**Problem to work on**
Please output every record below exactly as written, leaving out any pictures.

<<<<

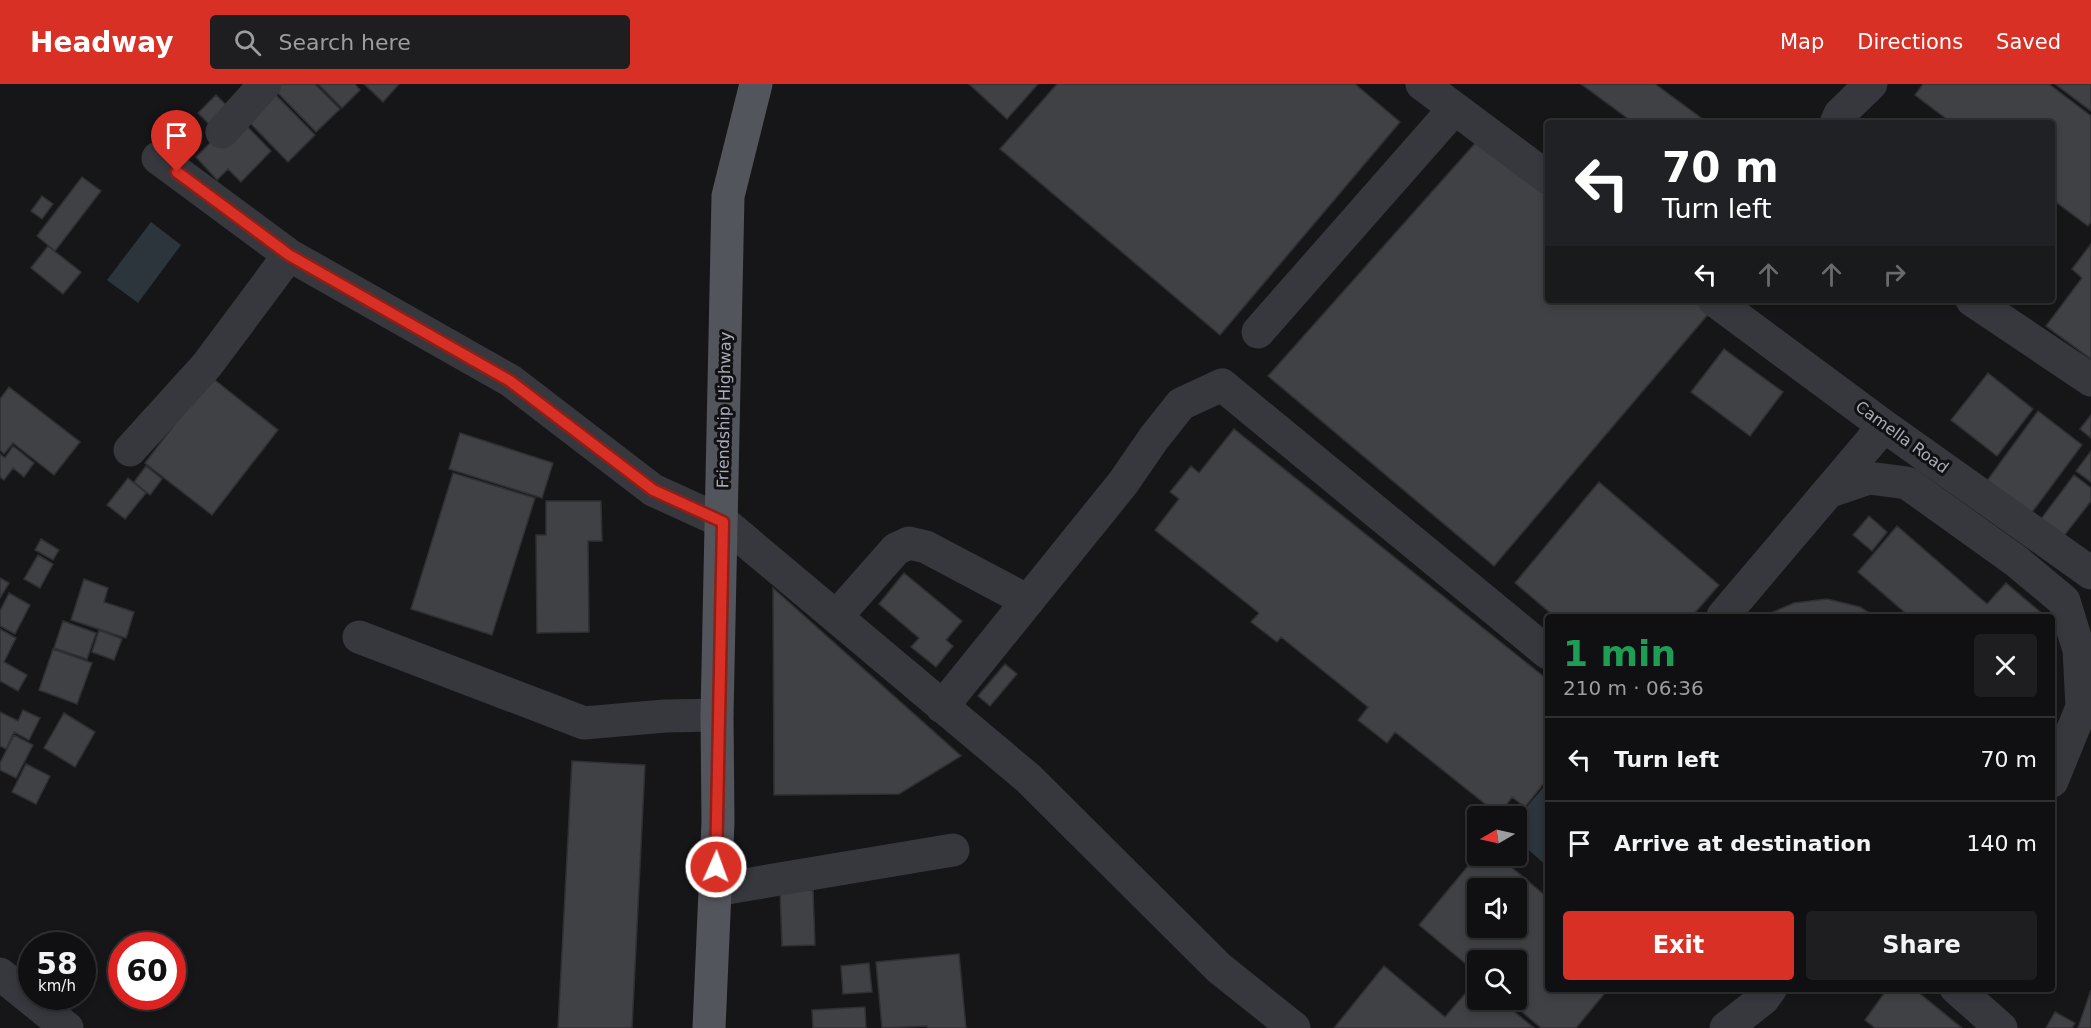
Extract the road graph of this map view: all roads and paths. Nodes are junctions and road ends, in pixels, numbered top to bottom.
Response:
1 (756, 84) edge
2 (1422, 84) edge
3 (1871, 84) edge
4 (260, 85) edge
5 (1454, 109) junction
6 (1837, 120) edge
7 (222, 132) dead end
8 (158, 158) dead end
9 (1545, 176) edge
10 (289, 255) junction
11 (1718, 303) edge
12 (1976, 303) edge
13 (1258, 332) dead end
14 (2091, 380) edge
15 (1884, 426) junction
16 (130, 450) dead end
17 (1831, 491) junction
18 (723, 522) junction
19 (2091, 573) edge
20 (1028, 601) junction
21 (1725, 614) edge
22 (836, 617) junction
23 (359, 637) dead end
24 (1545, 651) edge
25 (942, 707) junction
26 (717, 715) junction
27 (2055, 774) edge
28 (953, 850) dead end
29 (715, 890) junction
30 (0, 974) edge
31 (1768, 992) edge
32 (1960, 992) edge
33 (67, 1028) edge
34 (709, 1028) edge
35 (1294, 1028) edge
36 (1726, 1028) edge
37 (2001, 1028) edge

1 - 18 main road, Friendship Highway
2 - 5 street
3 - 6 street
4 - 7 street
5 - 9 street
5 - 13 street
8 - 10 street
10 - 16 street
10 - 18 street
11 - 15 street, Camella Road
12 - 14 street
15 - 17 street
15 - 19 street, Camella Road
17 - 21 street
17 - 27 street
18 - 22 street
18 - 26 main road, Friendship Highway
20 - 22 street
20 - 24 street
20 - 25 street
22 - 25 street
23 - 26 street
25 - 35 street
26 - 29 main road, Friendship Highway
28 - 29 street
29 - 34 main road, Friendship Highway
30 - 33 street
31 - 36 street
32 - 37 street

>>>>

**Response below**
Extract the road graph of this map view: all roads and paths. Nodes are junctions and road ends, in pixels, numbered top to bottom.
Response:
1 (756, 84) edge
2 (1422, 84) edge
3 (1871, 84) edge
4 (260, 85) edge
5 (1454, 109) junction
6 (1837, 120) edge
7 (222, 132) dead end
8 (158, 158) dead end
9 (1545, 176) edge
10 (289, 255) junction
11 (1718, 303) edge
12 (1976, 303) edge
13 (1258, 332) dead end
14 (2091, 380) edge
15 (1884, 426) junction
16 (130, 450) dead end
17 (1831, 491) junction
18 (723, 522) junction
19 (2091, 573) edge
20 (1028, 601) junction
21 (1725, 614) edge
22 (836, 617) junction
23 (359, 637) dead end
24 (1545, 651) edge
25 (942, 707) junction
26 (717, 715) junction
27 (2055, 774) edge
28 (953, 850) dead end
29 (715, 890) junction
30 (0, 974) edge
31 (1768, 992) edge
32 (1960, 992) edge
33 (67, 1028) edge
34 (709, 1028) edge
35 (1294, 1028) edge
36 (1726, 1028) edge
37 (2001, 1028) edge

1 - 18 main road, Friendship Highway
2 - 5 street
3 - 6 street
4 - 7 street
5 - 9 street
5 - 13 street
8 - 10 street
10 - 16 street
10 - 18 street
11 - 15 street, Camella Road
12 - 14 street
15 - 17 street
15 - 19 street, Camella Road
17 - 21 street
17 - 27 street
18 - 22 street
18 - 26 main road, Friendship Highway
20 - 22 street
20 - 24 street
20 - 25 street
22 - 25 street
23 - 26 street
25 - 35 street
26 - 29 main road, Friendship Highway
28 - 29 street
29 - 34 main road, Friendship Highway
30 - 33 street
31 - 36 street
32 - 37 street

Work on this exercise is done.